Inspection/Maintenance (I/M) — The Inspection/Maintenance (I/M) program, administered by the states, consists of a periodic emissions test of in-use vehicles. I/M programs are intended to detect and bring about the repair of in-use vehicles with excessive emissions by encouraging proper vehicle maintenance. A number of states have also implemented anti-tampering inspections. Under these programs, states are requiring consumers to replace damaged or missing control equipment.

The 1990 Clean Air Act Amendments required 27 new areas to adopt basic I/M programs, and 28 new areas to adopt enhanced I/M programs. Also, 47 of the 97 areas that currently had I/M programs, were required to upgrade them. EPA selected as its model I/M enhanced program a test-only program using the I/M 240 test procedure. In 1995, Congress enacted the National Highway System Designation Act which provided states added flexibility to design I/M programs. Individual states have adopted a variety of different approaches and test procedures for their I/M program. A detailed description of individual state programs can be found on this website.

Rulemaking Procedures

In establishing emission standards and elements of the compliance program, EPA must follow the requirements of the Clean Air Act and the Administrative Procedures Act in the Agency’s rulemaking activities. EPA’s rulemaking procedures are designed to provide ample opportunity for participation by interested stakeholders and the general public. Rulemakings are initiated in response to specific mandates or guidance contained in the Clean Air Act or upon findings by EPA that certain regulatory action in needed to protect the public health.

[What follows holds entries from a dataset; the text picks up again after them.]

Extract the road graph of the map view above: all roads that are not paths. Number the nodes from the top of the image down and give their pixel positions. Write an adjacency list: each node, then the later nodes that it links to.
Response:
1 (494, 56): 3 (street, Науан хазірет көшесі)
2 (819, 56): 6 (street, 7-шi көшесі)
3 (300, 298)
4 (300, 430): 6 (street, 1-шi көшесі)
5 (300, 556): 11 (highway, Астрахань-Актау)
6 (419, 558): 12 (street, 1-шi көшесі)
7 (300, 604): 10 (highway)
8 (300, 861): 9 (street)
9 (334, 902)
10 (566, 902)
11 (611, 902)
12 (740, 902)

During the initial phase of the rulemaking process, EPA’s Office of Transportation and Air Quality (OTAG) will develop a preliminary proposal, in consultation with interested stakeholders. In some cases public workshops are conducted to outline the initial concepts being developed and to receive input form stakeholders and the general public. EPA may publish in the Federal Register an Advanced Notice of Proposed Rulemaking (ANPRM) formally requesting comments. The next phase is for EPA, in consultation with other agencies of the federal government, to develop and propose in the Federal Register a Notice of Proposed Rulemaking. All interested parties are given an opportunity to provide written comments on the proposal and often one or more public hearings are held to provide opportunity for oral comments. Based on input from interested parties and further analysis by the agency, EPA issues in the Federal Register the final rule.

EPA is required by law to develop an administrative record to support the decisions made in the rule. This record usually will include a summary of comments received and EPA’s responses to those comments.